For patients with periorbital BCC and cutaneous SCC who are not surgical candidates due to unresectable disease, multifocal malignancies, multiple medical comorbities, or for whom orbital exenteration is not accepted, targeted systemic therapy is another treatment option which warrants consideration as well as further investigation. Vismodegib (Erivedge), a hedgehog pathway inhibitor approved by for the treatment of metastatic and locally advanced BCC, has been shown to produce either a complete or partial response in 30–60 percent of patients with metastatic or locally advanced BCC,37 and has also been used as neoadjuvant therapy for patients with orbital invasion to make globe-sparing surgical resection possible.38, 39 For patients with SCC with orbital invasion who are unable or unwilling to undergo exenteration, the prognosis is traditionally quite poor,40 but various epidermal growth factor receptor (cetuximab) and tyrosine kinase (gefitinib, erlotinib) inhibitors have been studied in small series and shown efficacy in either reducing or stabilizing cutaneous SCC,41 and may have a neoadjuvant application as well.

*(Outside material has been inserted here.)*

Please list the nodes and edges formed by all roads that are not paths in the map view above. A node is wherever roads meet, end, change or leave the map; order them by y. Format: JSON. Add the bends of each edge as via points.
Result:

A limitation of this study is that while focusing on complete exenteration, we were unable to retrospectively capture and analyze cases of globe-sparing tumor resection in which negative margins were attempted without the need for exenteration. Although cases of globe-sparing and other more conservative orbital surgery were not included in this series, some data suggest that attempts to conserve the globe may be associated with lower rates of clear surgical margins in certain cases.5, 18, 20 In selected cases, globe-sparing surgery can offer the potential for low recurrence rates while maintaining the integrity and function of the globe, even with adjuvant radiation treatment.42, 43 Currently, the decision to proceed with conservation of the globe is individualized to the patient based on tumor location, tumor behavior, tumor subtype, reconstruction goals, and patient preference.18, 20, 42, 43, 44, 45 The roles of and interplay between ‘globe sparing’ surgery and targeted therapy in the treatment of periorbital skin cancer require further study. The inconsistent and in select cases short duration of follow-up is a significant limitation of the study, and therefore the long-term survival data must be interpreted with caution. Another limitation of this study is that many of the initial presenting symptoms of periorbital malignancies were non-specific in nature, thus rendering their retrospective collection and analysis difficult.

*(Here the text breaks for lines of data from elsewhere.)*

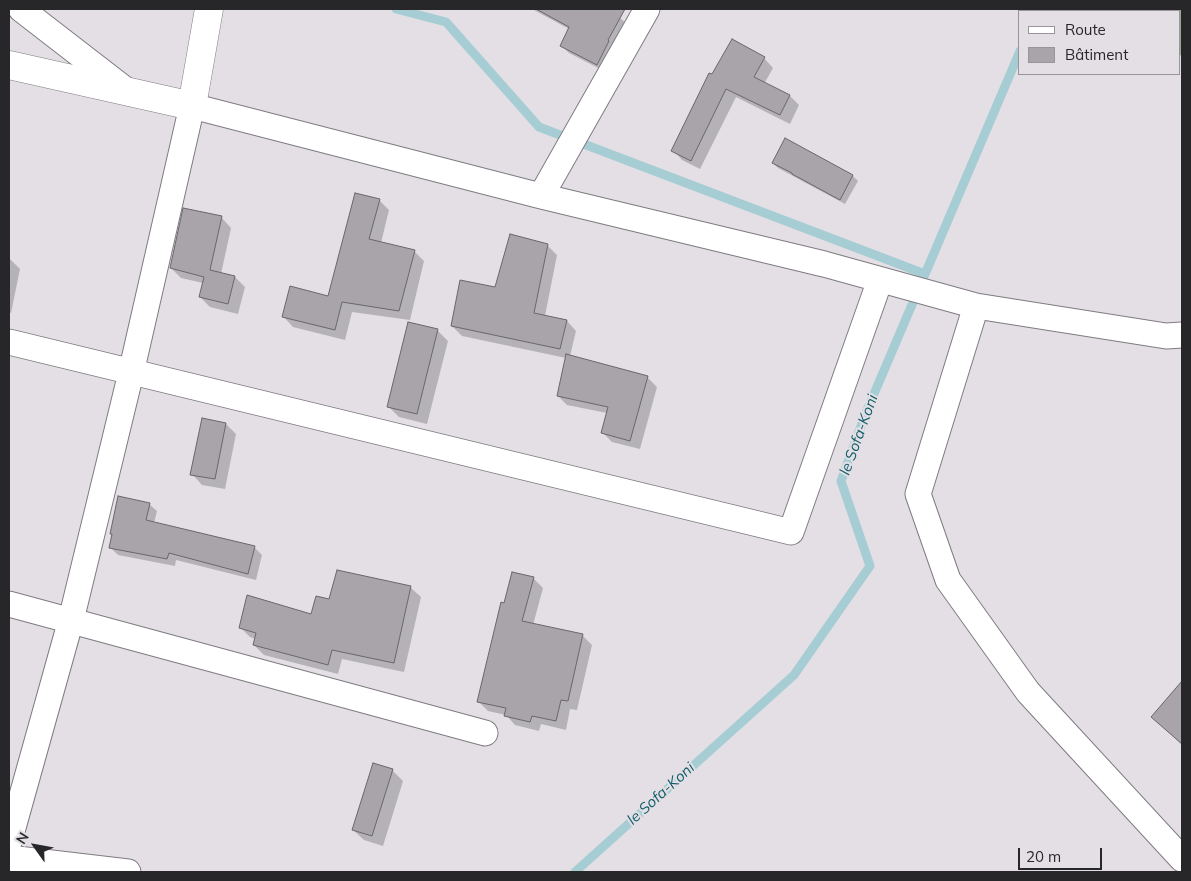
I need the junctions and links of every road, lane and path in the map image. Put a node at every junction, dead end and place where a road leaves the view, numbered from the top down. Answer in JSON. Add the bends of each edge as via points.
{"nodes":[{"id":1,"x":21,"y":9,"type":"edge"},
{"id":2,"x":209,"y":9,"type":"edge"},
{"id":3,"x":647,"y":9,"type":"edge"},
{"id":4,"x":9,"y":65,"type":"edge"},
{"id":5,"x":127,"y":91,"type":"junction"},
{"id":6,"x":192,"y":106,"type":"junction"},
{"id":7,"x":541,"y":196,"type":"junction"},
{"id":8,"x":880,"y":280,"type":"junction"},
{"id":9,"x":976,"y":306,"type":"junction"},
{"id":10,"x":1182,"y":335,"type":"edge"},
{"id":11,"x":9,"y":342,"type":"edge"},
{"id":12,"x":131,"y":373,"type":"junction"},
{"id":13,"x":9,"y":604,"type":"edge"},
{"id":14,"x":71,"y":620,"type":"junction"},
{"id":15,"x":485,"y":734,"type":"dead end"},
{"id":16,"x":9,"y":842,"type":"edge"},
{"id":17,"x":9,"y":858,"type":"edge"},
{"id":18,"x":1182,"y":859,"type":"edge"},
{"id":19,"x":128,"y":872,"type":"edge"}],
"edges":[{"from":1,"to":5,"type":"street"},
{"from":2,"to":6,"type":"street"},
{"from":3,"to":7,"type":"street"},
{"from":4,"to":5,"type":"street"},
{"from":5,"to":6,"type":"street"},
{"from":6,"to":7,"type":"street"},
{"from":6,"to":12,"type":"street"},
{"from":7,"to":8,"type":"street"},
{"from":8,"to":9,"type":"street"},
{"from":8,"to":12,"type":"street","via":[[791,532]]},
{"from":9,"to":10,"type":"street","via":[[1166,336]]},
{"from":9,"to":18,"type":"street","via":[[918,494],[948,580],[1028,692]]},
{"from":11,"to":12,"type":"street"},
{"from":12,"to":14,"type":"street"},
{"from":13,"to":14,"type":"street"},
{"from":14,"to":15,"type":"street"},
{"from":14,"to":16,"type":"street"},
{"from":17,"to":19,"type":"street"}]}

Despite the aggressive nature of advanced periocular malignancies, orbital exenteration offers an overall 2-year DFS of ~60% and 2-year OS of ~80%. In our review, worse prognosis was associated with positive final surgical margins. We recommend a multidisciplinary surgical approach to achieve complete resection with negative margins when this surgery is considered. Close follow-up especially in the first 24 months after orbital exenteration is important to detect disease recurrence.